The Schedule

(Tentative)

December 9, 2025

8:30 - 8:40

Opening Remarks

8:40 - 9:10

Title: Decentralized Stochastic Control with Borel Spaces: Existence, Near Optimality of Local Finite Memory Policies, and Q-learning

Serdar Yüksel (Queen's University)

Abstract: We study decentralized stochastic control problems with general spaces, under three information structures: The one-step delayed information sharing pattern (OSDISP), the K-step periodic information sharing pattern (KSPISP), and the completely decentralized information structure (CDIS) where there is no sharing of information among the decision makers. For such general standard Borel models, the existence, rigorous approximations, and learning of optimal policies for each of these models has generally been an open problem. To this end, we first show that models with OSDISP and KSPISP patterns can be reduced to a centralized MDP, generalizing prior results which considered finite, linear, or static models. A critical measurability result is our primary contribution in this context via an analysis based on Young topology on policies. We then provide sufficient conditions for the transition kernels to be weak-Feller, which leads to existence of an optimal solution and facilitates rigorous approximation and learning theoretic results. We will then show that under CDIS, finite memory local policies are near optimal under a joint conditional mixing condition which may also be taken to be stationary under further conditions (thus generalizing related recent results on POMDPs). We finally show that under the KSPISP and OSDISP, a quantized Q-learning algorithm converges asymptotically towards a near optimal solution. Thus, our contributions are to provide existence results and rigorous approximation results for decentralized stochastic control problems under the CDIS, KSPISP, and OSDISP. Furthermore, the Q-learning algorithm we propose comes with explicit performance guarantees. Joint work with Omar Mrani-Zentar.

9:10 - 9:40

Title: Beyond Equilibrium Learning

Chi Jin (Princeton)

Abstract: While classical game theory primarily focuses on finding equilibria, modern machine learning applications introduce a series of new challenges where standard equilibrium notions are no longer sufficient, and the development of new efficient algorithmic solutions is urgently needed. In this talk, we will demonstrate two such scenarios: (1) a natural goal in multiagent learning is to learn rationalizable behavior, which avoids iteratively dominated actions. Unfortunately, such rationalizability is not guaranteed by standard equilibria, especially when approximation errors are present. Our work presents the first line of efficient algorithms for learning rationalizable equilibria with sample complexities that are polynomial in all problem parameters, including the number of players; (2) In multiplayer symmetric constant-sum games like Mahjong or Poker, a natural baseline is to achieve an equal share of the total reward. We demonstrate that the self-play meta-algorithms used by existing state-of-the-art systems can fail to achieve this simple baseline in general symmetric games. We will then discuss the new principled solution concept required to achieve this goal.

9:40 - 10:10

Title: A Path to Decentralized Stochastic Games of Control from Centralized Games of Control

Charalambos D. Charalambous (University of Cyprus)

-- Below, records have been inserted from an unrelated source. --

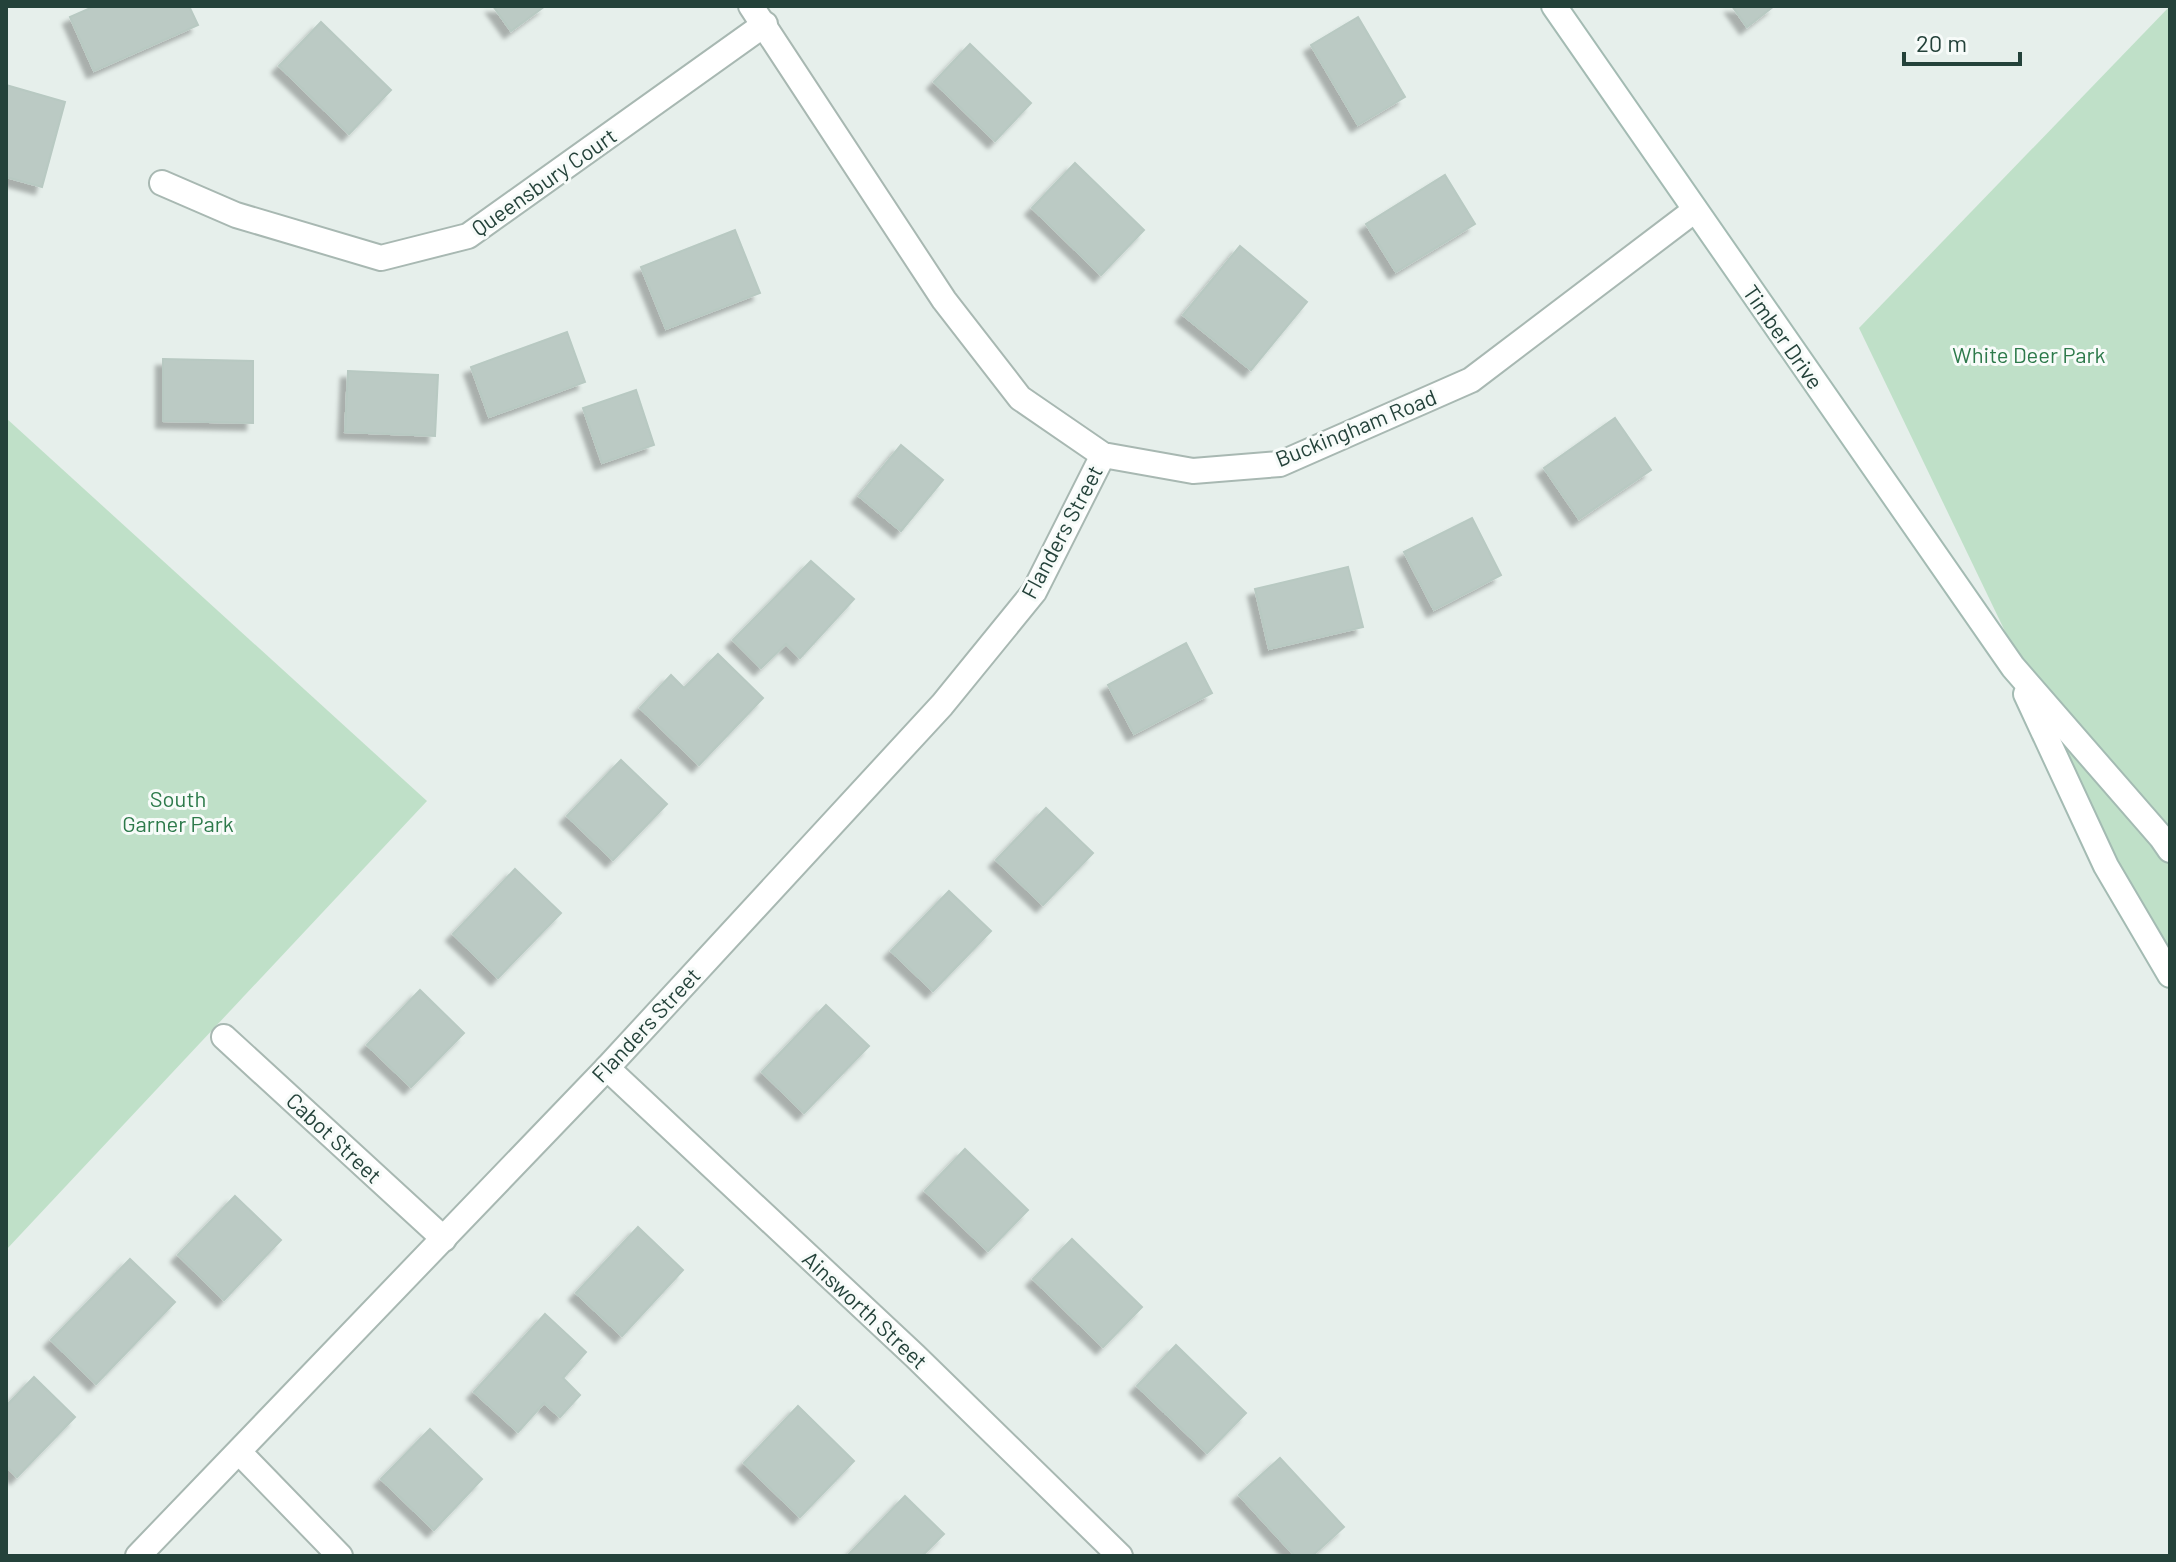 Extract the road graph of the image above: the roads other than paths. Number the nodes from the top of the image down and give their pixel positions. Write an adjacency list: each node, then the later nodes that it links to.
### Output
1 (1554, 6): 4 (street, Timber Drive)
2 (758, 15): 3 (street, Queensbury Court); 5 (street, Buckingham Road)
3 (162, 183)
4 (1695, 210): 5 (street, Buckingham Road); 6 (street, Timber Drive)
5 (1103, 455): 10 (street, Flanders Street)
6 (2013, 667): 7 (street, Timber Drive); 8 (street, Timber Drive)
7 (2170, 850)
8 (2170, 975)
9 (224, 1037): 11 (street, Cabot Street)
10 (607, 1068): 11 (street, Flanders Street); 15 (street, Ainsworth Street)
11 (444, 1239): 12 (street, Flanders Street)
12 (239, 1452): 13 (street, Flanders Street); 14 (street)
13 (138, 1556)
14 (340, 1556)
15 (1120, 1556)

Abstract: In this talk, we review several approaches of classical stochastic games of control which are developed under the assumption of centralized information structures, to develop a path that accounts for decentralized information structures. Along this path we discuss, (i) strategies that do not have perfect recall of their information structures, based on decentralized stochastic Pontryagin's maximum principle, decentralized conditional Hamiltonian systems and backward stochastic differential equations, and (ii) strategies that have perfect recall of their information structures, based on the dynamic programming principle of Markovian and non-Markovian stochastic control systems. Discussed in this talk, are also the connections to (i) and (ii) of two fundamental concepts: Girsanov's change of probability measure and weak and strong solutions of stochastic differential equations and discrete-time stochastic difference equations.

Break 10:10 - 10:30

10:30 - 11:00

Title: Scalable Spectral Representations for Multi-agent Reinforcement Learning in Network MDPs

Na (Lina) Li (Harvard)

Abstract: Network Markov Decision Processes (MDPs), a popular model for multi-agent control, pose a significant challenge to efficient learning due to the exponential growth of the global state-action space with the number of agents. In this work, utilizing the exponential decay property of network dynamics, we first derive scalable spectral local representations for network MDPs, which induces a network linear subspace for the local Q-function of each agent. Building on these local spectral representations, we design a scalable algorithmic framework for continuous state-action network MDPs, and provide end-to-end guarantees for the convergence of our algorithm. Empirically, we validate the effectiveness of our scalable representation-based approach on two benchmark problems, and demonstrate the advantages of our approach over generic function approximation approaches to representing the local Q-functions.

11:00 - 11:30

Title: Sub-optimality bounds for certainty equivalent policies in partially observed systems

Aditya Mahajan (McGill)

Abstract: In this talk, we present a generalization of the certainty equivalence principle of stochastic control. One interpretation of the classical certainty equivalence principle for linear systems with output feedback and quadratic costs is as follows: the optimal action at each time is obtained by evaluating the optimal state-feedback policy of the stochastic linear system at the minimum mean square error (MMSE) estimate of the state. Motivated by this interpretation, we consider certainty equivalent policies for general (non-linear) partially observed stochastic systems and allow for any state estimate rather than restricting to MMSE estimates. In such settings, the certainty equivalent policy is not optimal. For models with Lipschitz cost and dynamics, we derive upper bounds on the sub-optimality of certainty equivalent policies in terms of the expected error of the proposed estimator. We present several examples to illustrate the results. Joint work with Berk Bozkurt, Ashutosh Nayyar, and Yi Ouyang.

11:30 - 12:20

Junior Researcher Session

Matthew S. Hankins

Nguyen Anh Duc

Nicolas Chatzikiriakosi

Rahul Misra

Mengyuan Zhao

Lunch & Poster Session 12:20 - 14:00

14:00 - 14:30

Title: Multi-Agent Dynamical Systems with Asymmetric Information and with Elements of Learning

Tamer Başar (UIUC)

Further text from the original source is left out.